Only time will tell whether the firm can successfully navigate the current climate to establish itself as a mainstay among the brokerage community. Sandfire is scheduled to open the exchange Monday, according to a spokesman for TMX Group Inc. (X.T). Last week, the new Toronto-based dealer became a participating organization of the Toronto Stock Exchange, as well as a member of the TSX Venture Exchange. The firm trades under broker number 52, according to a notice issued by TMX.

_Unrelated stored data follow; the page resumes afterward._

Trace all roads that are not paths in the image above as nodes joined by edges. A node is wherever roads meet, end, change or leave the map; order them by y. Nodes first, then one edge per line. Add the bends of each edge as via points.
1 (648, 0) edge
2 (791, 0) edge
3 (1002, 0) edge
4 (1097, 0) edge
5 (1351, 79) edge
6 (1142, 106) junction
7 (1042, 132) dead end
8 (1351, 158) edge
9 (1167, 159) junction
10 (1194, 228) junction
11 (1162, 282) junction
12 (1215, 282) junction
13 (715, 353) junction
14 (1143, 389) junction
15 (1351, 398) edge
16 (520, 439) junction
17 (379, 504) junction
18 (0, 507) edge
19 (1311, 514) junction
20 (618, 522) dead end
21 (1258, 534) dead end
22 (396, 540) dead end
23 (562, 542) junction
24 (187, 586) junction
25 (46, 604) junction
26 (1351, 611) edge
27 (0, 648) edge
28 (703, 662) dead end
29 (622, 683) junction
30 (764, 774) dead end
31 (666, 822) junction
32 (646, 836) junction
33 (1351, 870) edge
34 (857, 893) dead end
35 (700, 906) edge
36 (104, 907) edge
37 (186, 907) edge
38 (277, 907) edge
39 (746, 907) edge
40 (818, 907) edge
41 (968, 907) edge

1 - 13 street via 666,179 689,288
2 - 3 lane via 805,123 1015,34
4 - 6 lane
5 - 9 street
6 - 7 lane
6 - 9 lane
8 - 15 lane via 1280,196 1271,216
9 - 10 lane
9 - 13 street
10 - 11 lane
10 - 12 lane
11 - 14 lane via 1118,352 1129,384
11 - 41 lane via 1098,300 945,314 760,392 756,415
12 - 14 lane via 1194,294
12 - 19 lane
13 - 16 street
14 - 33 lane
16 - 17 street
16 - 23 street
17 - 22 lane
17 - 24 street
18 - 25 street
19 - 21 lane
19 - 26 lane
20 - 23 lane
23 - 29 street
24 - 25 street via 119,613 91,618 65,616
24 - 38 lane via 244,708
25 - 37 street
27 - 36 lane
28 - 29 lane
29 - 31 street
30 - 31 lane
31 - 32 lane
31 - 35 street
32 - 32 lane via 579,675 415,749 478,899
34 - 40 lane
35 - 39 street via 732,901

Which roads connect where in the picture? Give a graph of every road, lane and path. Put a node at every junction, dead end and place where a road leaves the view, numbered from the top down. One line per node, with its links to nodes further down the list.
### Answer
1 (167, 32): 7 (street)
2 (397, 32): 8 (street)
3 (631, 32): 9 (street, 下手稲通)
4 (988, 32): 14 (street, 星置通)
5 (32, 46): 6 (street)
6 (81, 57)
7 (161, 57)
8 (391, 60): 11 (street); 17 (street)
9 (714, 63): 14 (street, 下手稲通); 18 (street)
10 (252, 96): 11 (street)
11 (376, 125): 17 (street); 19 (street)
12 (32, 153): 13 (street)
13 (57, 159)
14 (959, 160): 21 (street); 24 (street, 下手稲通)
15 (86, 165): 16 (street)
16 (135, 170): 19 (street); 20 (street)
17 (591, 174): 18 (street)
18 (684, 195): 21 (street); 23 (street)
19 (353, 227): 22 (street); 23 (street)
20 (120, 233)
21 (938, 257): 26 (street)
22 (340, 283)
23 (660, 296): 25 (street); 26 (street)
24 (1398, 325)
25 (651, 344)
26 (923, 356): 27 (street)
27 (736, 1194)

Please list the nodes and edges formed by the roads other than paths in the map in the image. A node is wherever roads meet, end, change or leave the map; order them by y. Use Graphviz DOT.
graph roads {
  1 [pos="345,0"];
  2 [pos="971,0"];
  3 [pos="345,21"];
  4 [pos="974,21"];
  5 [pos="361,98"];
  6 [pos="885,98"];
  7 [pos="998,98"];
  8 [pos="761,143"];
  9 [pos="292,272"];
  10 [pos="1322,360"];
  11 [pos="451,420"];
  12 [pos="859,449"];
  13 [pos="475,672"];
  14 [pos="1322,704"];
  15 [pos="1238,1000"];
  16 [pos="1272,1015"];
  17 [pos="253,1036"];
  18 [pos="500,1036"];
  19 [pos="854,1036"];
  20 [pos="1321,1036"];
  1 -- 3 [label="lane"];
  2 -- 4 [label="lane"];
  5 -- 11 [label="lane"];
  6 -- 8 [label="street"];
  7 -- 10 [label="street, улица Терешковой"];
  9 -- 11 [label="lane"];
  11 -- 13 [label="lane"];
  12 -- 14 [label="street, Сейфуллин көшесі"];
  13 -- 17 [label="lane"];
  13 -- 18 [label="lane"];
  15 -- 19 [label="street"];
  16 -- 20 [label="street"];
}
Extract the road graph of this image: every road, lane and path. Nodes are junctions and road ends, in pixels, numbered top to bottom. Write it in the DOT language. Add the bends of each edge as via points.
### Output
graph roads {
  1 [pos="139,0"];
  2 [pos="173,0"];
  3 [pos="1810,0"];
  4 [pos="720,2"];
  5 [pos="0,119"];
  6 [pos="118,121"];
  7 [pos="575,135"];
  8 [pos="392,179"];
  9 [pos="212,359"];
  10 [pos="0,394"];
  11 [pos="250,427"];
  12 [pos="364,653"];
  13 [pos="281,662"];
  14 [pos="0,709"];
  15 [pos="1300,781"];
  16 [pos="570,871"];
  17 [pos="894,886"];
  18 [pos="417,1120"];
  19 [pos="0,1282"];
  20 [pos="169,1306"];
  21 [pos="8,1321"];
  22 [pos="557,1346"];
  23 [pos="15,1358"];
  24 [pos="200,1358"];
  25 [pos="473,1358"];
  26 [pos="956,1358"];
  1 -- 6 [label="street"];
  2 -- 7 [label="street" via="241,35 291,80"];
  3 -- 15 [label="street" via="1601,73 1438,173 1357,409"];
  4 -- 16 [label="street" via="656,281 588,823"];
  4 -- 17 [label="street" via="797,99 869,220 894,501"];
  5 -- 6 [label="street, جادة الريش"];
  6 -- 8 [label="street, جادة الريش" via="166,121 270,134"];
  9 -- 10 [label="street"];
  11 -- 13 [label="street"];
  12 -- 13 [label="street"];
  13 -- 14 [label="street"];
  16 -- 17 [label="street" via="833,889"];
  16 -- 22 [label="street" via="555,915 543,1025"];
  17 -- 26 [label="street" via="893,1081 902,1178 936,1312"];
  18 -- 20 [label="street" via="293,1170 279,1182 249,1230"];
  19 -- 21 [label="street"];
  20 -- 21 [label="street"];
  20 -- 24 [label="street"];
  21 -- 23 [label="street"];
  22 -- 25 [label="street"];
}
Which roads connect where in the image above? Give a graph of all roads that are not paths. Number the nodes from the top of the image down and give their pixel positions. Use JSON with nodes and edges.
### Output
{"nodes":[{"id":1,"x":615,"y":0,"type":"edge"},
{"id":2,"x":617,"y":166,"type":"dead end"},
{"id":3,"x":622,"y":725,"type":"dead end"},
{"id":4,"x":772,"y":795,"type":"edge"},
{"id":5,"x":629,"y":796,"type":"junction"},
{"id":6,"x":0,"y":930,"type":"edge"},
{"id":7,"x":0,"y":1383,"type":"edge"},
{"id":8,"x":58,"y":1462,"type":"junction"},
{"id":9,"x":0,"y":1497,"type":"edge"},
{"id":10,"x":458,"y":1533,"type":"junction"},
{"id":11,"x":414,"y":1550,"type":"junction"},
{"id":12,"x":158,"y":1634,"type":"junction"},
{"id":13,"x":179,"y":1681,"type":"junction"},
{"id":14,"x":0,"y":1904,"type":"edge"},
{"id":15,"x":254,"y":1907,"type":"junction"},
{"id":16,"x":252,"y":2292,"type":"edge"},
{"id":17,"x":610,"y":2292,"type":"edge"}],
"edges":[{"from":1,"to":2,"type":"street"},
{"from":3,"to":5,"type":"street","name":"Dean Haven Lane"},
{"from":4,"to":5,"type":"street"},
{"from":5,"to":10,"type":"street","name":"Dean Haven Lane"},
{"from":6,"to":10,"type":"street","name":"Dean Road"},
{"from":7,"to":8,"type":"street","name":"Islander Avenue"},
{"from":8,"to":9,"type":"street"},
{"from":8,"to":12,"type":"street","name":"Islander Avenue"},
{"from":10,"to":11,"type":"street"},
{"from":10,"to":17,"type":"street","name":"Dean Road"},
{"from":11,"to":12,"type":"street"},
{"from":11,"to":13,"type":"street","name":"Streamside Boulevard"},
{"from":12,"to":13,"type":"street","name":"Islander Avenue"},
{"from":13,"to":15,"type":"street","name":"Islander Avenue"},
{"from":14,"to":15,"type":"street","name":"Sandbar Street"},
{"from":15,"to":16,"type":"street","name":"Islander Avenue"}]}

The dealer is headed by Jonathan Robinson, a veteran of the Canadian securities industry. According to market talk, some of the firm's other partners, who haven't been previously identified, include: institutional saleswoman Mary Ann Roberts, previously managing director of institutional sales at DundeeWealth Inc.'s (DW.T) Dundee Securities unit; institutional equity trader Anne Brooks, formerly head trader at Northern Securities, and Fiona Childe, previously vice-president of corporate development at Anaconda Mining Inc. (ANX.T). She will provide stock-research coverage of resource stocks.
Investment banking will be headed by Harold Wolkin, according to the talk. Wolkin was a managing director in the diversified industries group of BMO Capital Markets, a unit of Bank of Montreal (BMO). Other investment bankers include Richard Goodman, previously a senior banker at Octagon Capital, and Yaron Conforti, who founded investment-banking and advisory boutique Emmarentia Capital Corp. Thierry Noreau Nguyen will be an analyst in the investment-banking division.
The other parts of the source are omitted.